The Customer

Cellular Sin Taxes

Why are mobile phone taxes so ridiculously high?

Why are cell phone taxes so high?

A couple of years ago Bob McIntyre bought his daughter a mobile phone. She was living in Oakland, Calif., at the time, and McIntyre lived in northern Virginia. He told her to buy the phone in Oakland and to send him the bill. With rebates and discounts the phone ended up costing about $25. But when McIntyre got the bill, he hit the roof.

McIntyre, I should point out, is director of Citizens for Tax Justice, a liberal nonprofit. CTJ has a well-established reputation for scrupulously honest research—McIntyre’s been tutoring me about tax distribution tables for three decades—and the man doesn’t waste a lot of time griping that our wallets have been picked clean by the gol-durned guv’mint. (That’s Grover Norquist’s racket.) But McIntyre was flabbergasted to receive a bill of nearly $60 for his daughter’s cell phone, of which the majority was taxes. The city fathers of Oakland had calculated their tax based on the phone’s sticker price of about $300. Consequently, McIntyre ended up paying more for the tax than he did for the phone.

Taxes on mobile phone use are so high that you might wonder whether the government considers their use a vice, like the consumption of alcohol or tobacco. A pack of smokes costs about $5, on top of which state tax will add, on average, $1.45. That’s an average tax rate of 22 percent. In the states of Nebraska, Washington, or New York—where taxes on cellular service are highest—the combined state and local tax is 18 or 19 percent, which isn’t too far behind. Nationwide, the average state-local tax burden on cell phone service is 11 percent, compared with an average general sales or use tax of only 7 percent.

Federal taxation of cigarettes (a federal excise tax of about 25 percent is built into the price of a pack) is much more onerous than federal taxation of cell phone use (a 5 percent surcharge paid into the Federal Communication Commission’s Universal Service Fund, which subsidizes schools, libraries, hospitals, and rural providers). But when combined with state and local taxes on mobile phone service in Nebraska, Washington, or New York, the total tax burden is 22 or 23 percent. Nationwide, the combined federal-state-local tax on cellular phone service averages 16 percent.

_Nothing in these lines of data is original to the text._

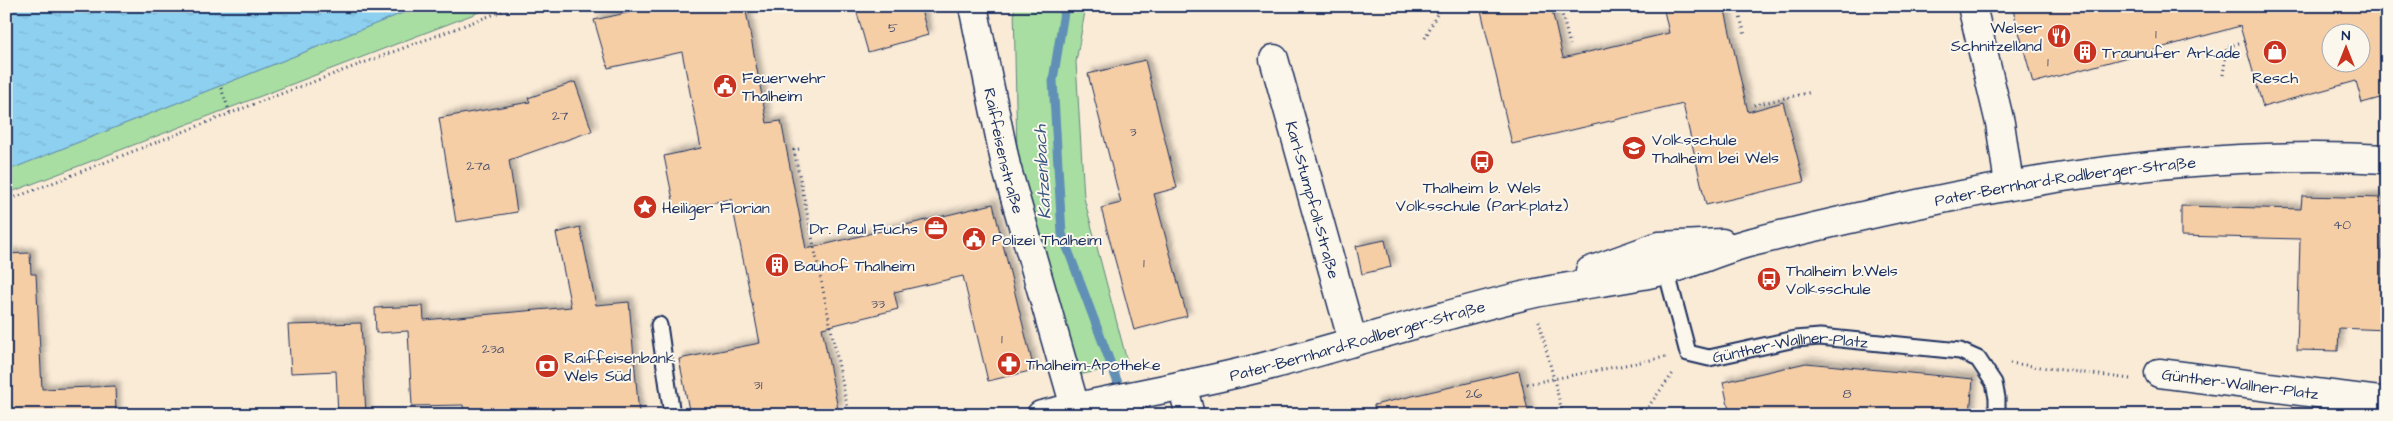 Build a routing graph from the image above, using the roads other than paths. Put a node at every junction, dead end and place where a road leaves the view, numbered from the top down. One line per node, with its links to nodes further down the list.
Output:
1 (972, 6): 14 (main road, Raiffeisenstraße)
2 (1972, 6): 5 (main road)
3 (1274, 59): 10 (main road, Karl-Stumpfoll-Straße)
4 (2387, 159): 5 (main road, Pater-Bernhard-Rodlberger-Straße)
5 (2009, 184): 6 (main road, Pater-Bernhard-Rodlberger-Straße)
6 (1748, 243): 7 (main road, Pater-Bernhard-Rodlberger-Straße); 8 (main road, Pater-Bernhard-Rodlberger-Straße)
7 (1666, 270): 8 (main road, Pater-Bernhard-Rodlberger-Straße); 18 (lane, Günther-Wallner-Platz)
8 (1532, 294): 10 (main road, Pater-Bernhard-Rodlberger-Straße)
9 (659, 325): 15 (lane)
10 (1352, 342): 12 (main road, Pater-Bernhard-Rodlberger-Straße)
11 (2159, 373): 13 (main road, Günther-Wallner-Platz)
12 (1182, 385): 14 (main road, Pater-Bernhard-Rodlberger-Straße); 17 (main road)
13 (2387, 402)
14 (1077, 411): 16 (main road, Pater-Bernhard-Rodlberger-Straße)
15 (672, 415)
16 (1041, 415)
17 (1190, 415)
18 (1997, 415)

Why are mobile phones taxed so much? A new analysis by Scott Mackey, a Vermont-based economist who works for wireless providers, lays into the FCC, which since 2007 has raised its USF surcharge from 4 to 5 percent. (I’m relying on Mackey for all my cell phone data.) But state and local taxes on cell phone use average more than twice this federal surcharge. And Mackey points out that during the recession local governments have been bumping up their taxes on cellular phone service as they scramble to replace lost revenue. Baltimore went from $3.50 to $4 per month. Montgomery County, Md., went from $2 to $3.50. (Neither of these calculations includes county 911 fees, nor, of course, other state and federal fees.)

Flat-rate taxes on the purchase of goods or services are by definition regressive. That’s why states typically keep sales taxes below 10 percent. But the nationwide average tax on cell phone use is, again, 16 percent. That is largely, I would guess, a relic of the time (a dozen years ago?) when cell phones were still a luxury item. It wouldn’t have seemed especially regressive to tax somebody’s Nokia back when audiences were flocking to see Titanic. But today cell phones are ubiquitous. Although 25 percent of American households have no land lines, only 2 percent have no phone service at all, according to the Pew Foundation’s Internet and Life Project. Families too poor to have a land line usually have at least one cell phone. Increasingly, that phone is a smart phone; according to another Pew study, 17 percent of families earning less than $30,000 rely on a cell phone to access the Internet.

As McIntyre often points out, the federal income tax is superior to most state taxes because it’s progressive. Rich people pay a larger percentage of their income in taxes than middle-class people, middle-class people pay a larger percentage than poor people, and the poorest people pay no income tax at all. Indeed, they may achieve a net income gain through the Earned Income Tax Credit. That’s the way it’s supposed to work, anyway; assorted deductions and exemptions and other loopholes undo progressivity a bit. (McIntyre can tell you about that, too.) When the federal and state governments need revenue it’s generally not a good idea for them to jack up taxes on goods and services. Far better that they do it through federal and (in the 43 states that have them) state income taxes.

The only logical reason to maintain the current tax scheme would be to discourage cell phone use. That’s why we have sin taxes on unhealthy stuff like Marlboros and Coca-Cola. But cell phones aren’t unhealthy (except if people use them while driving—already banned in eight states, and for novice drivers in 28—or engaged in some other activity where multitasking is unsafe). And except in certain situations (in class; at the dinner table, the movies, or a funeral; on Amtrak’s quiet car; perhaps in bed with your spouse) cell phone use is perfectly acceptable. It’s wonderfully convenient, even fun! If we’re going to chide cell phone providers—as we should—for adding sneaky fees to your bill, we mustn’t ignore the government when it does the same.